It's given me more energy and focus for things like reading. But it hasn't helped much with my forgetfulness and losing things, though I now am able to walk into a room, not remember why I was in said room, and then around 5-10 secongs remember why I went there. So maybe it helps some. I don't know.

New pdoc tacked on the ADHD diagnosis, but it was in the old pdoc's summation to him to watch that area, it could be ADD or ADHD. So I really don't know. I have so many diagnoses, and there are some I know I have, like bipolar, an eating disorder, panic disorder. But I don't know about ADHD; could be these meds causing me to not be able to concentrate. I suppose I might have some PTSD as I've had bad experiences, like 2 sexual assaults, a random shooting, nearly dying from an ulcer I never knew I had (sirens get to me now). I've had other crappy life experiences too, growing up with a strict, controlling, never-good-enough father, other stuff too, so I guess so.

What gets me is how much symptoms for different mental illness are so similar that a doctor might diagnose MDD and not BPII. Or diagnose schizo disorders instead of bipolar. And a lot of thoughts (at least for me) with eating disorders are pretty much depressive thoughts. I think you just have to get a good doctor, and have stability to taper. I am scared right now because of horrible stress in my life.
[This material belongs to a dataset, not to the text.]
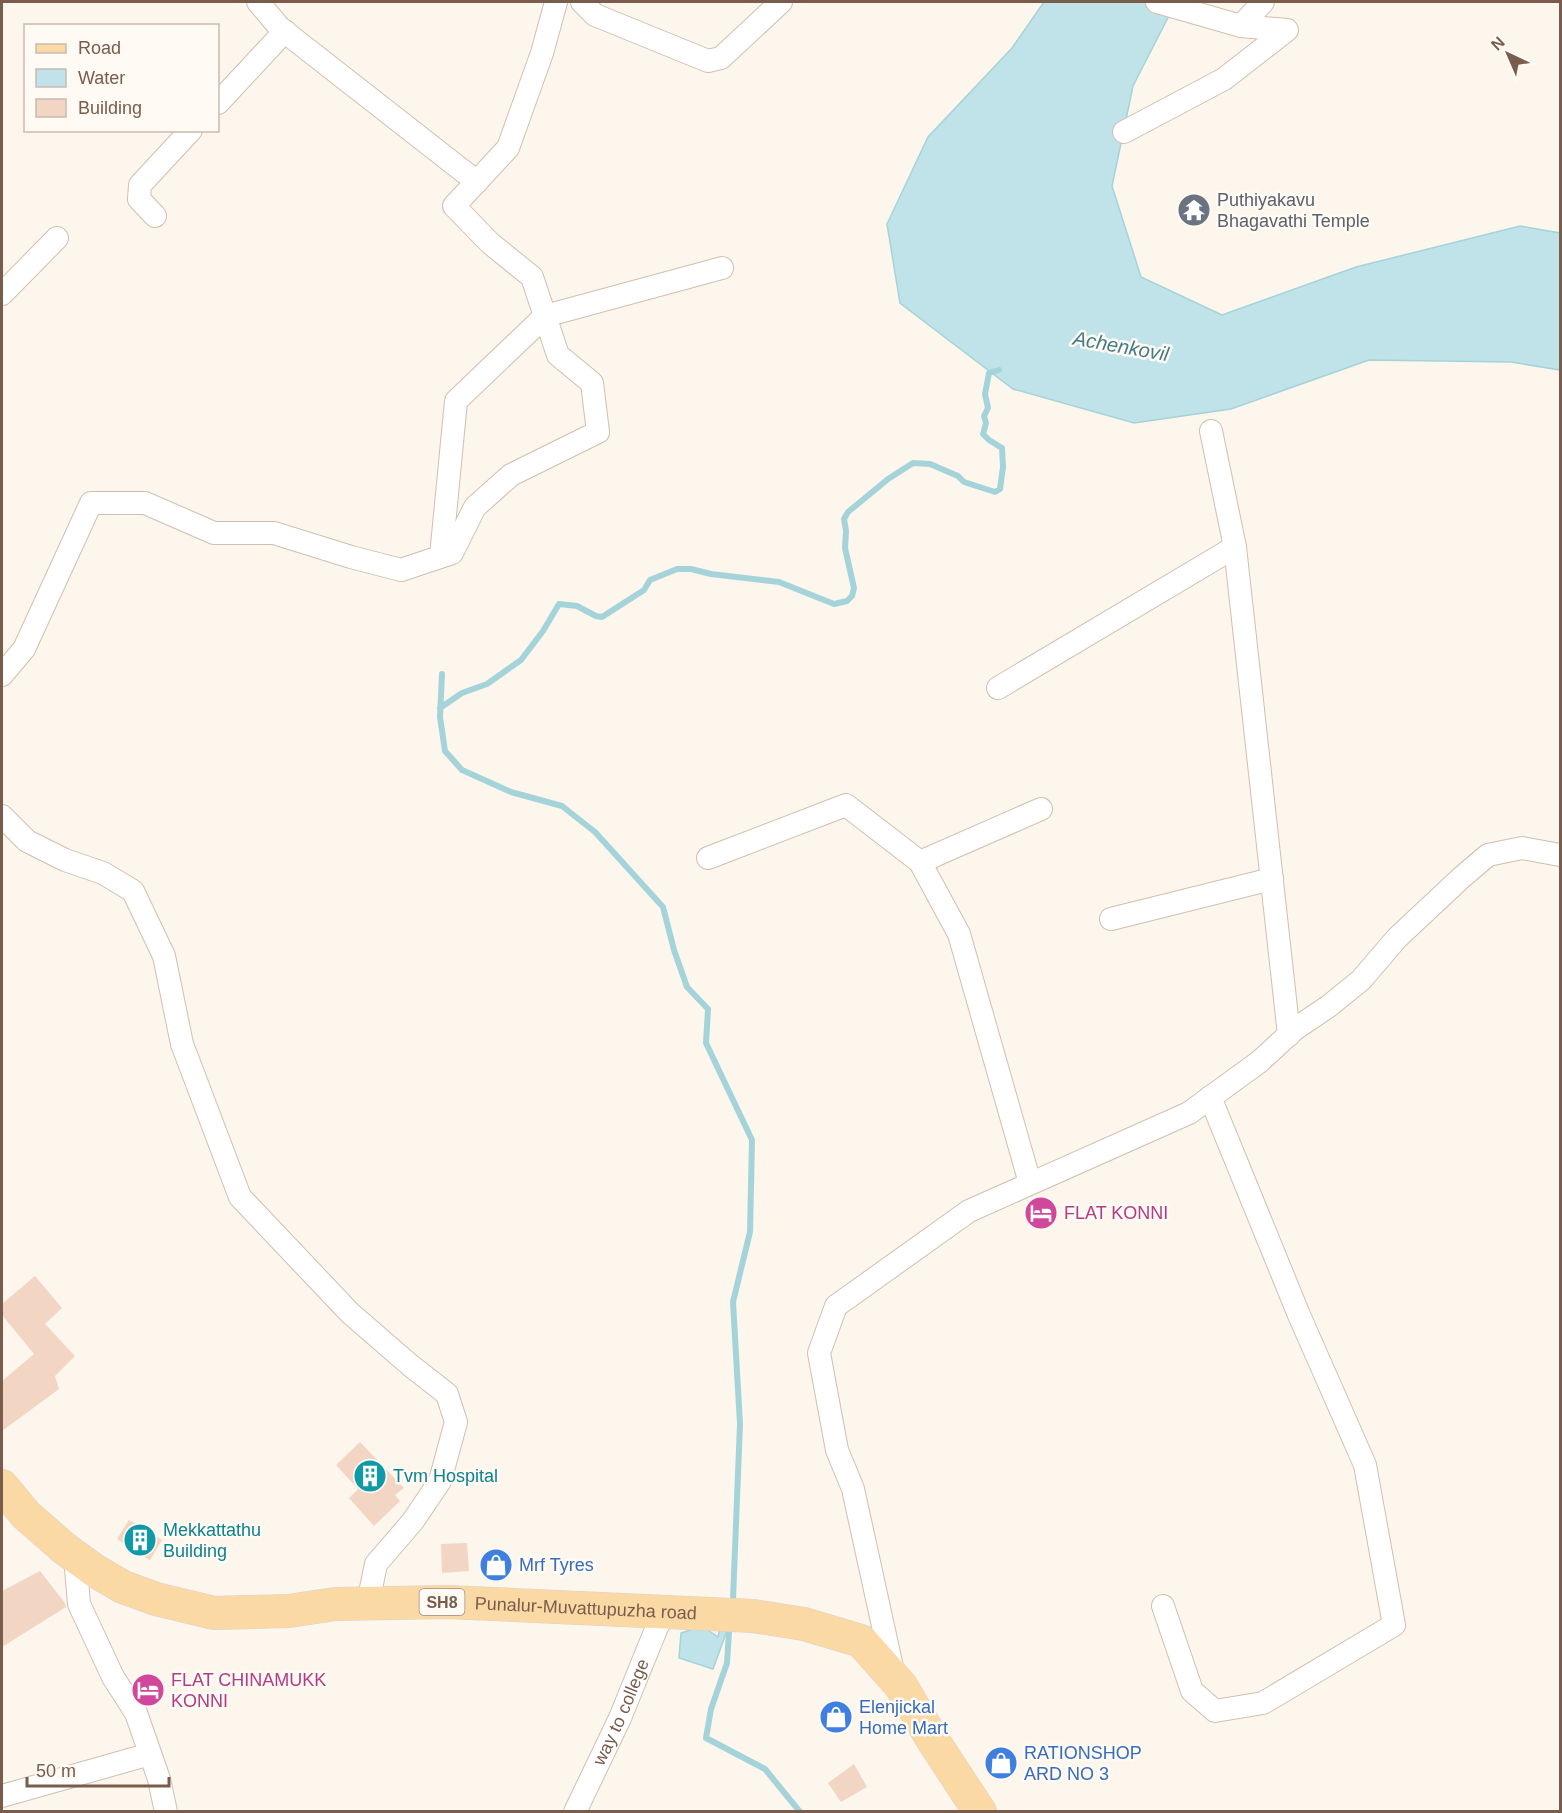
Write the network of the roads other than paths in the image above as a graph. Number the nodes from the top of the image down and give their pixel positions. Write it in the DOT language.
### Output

Perhaps I could have tapered with my old pdoc as I was stable through the Christmas holidays (December always being a bad month for me) into the start of January. She had mentioned she wanted to do it but was going to be retiring soon and working part-time a lot more, that it would be best to taper first, when I am more stable emotionally, and 2nd, when I have a pdoc who would have more appointments and frequent ones if needed, that she was not comfortable to be tapering first, when I'd only be stable a couple of months and second, that she would not always be there to see me through if I needed help during a med taper, so here I am again on tons of meds.

I do like the Adderall though as it boosts my mood in the morning, gives me more energy, and lets me concentrate enough to read. Whether I couldn't read because of meds or BP, I have no idea.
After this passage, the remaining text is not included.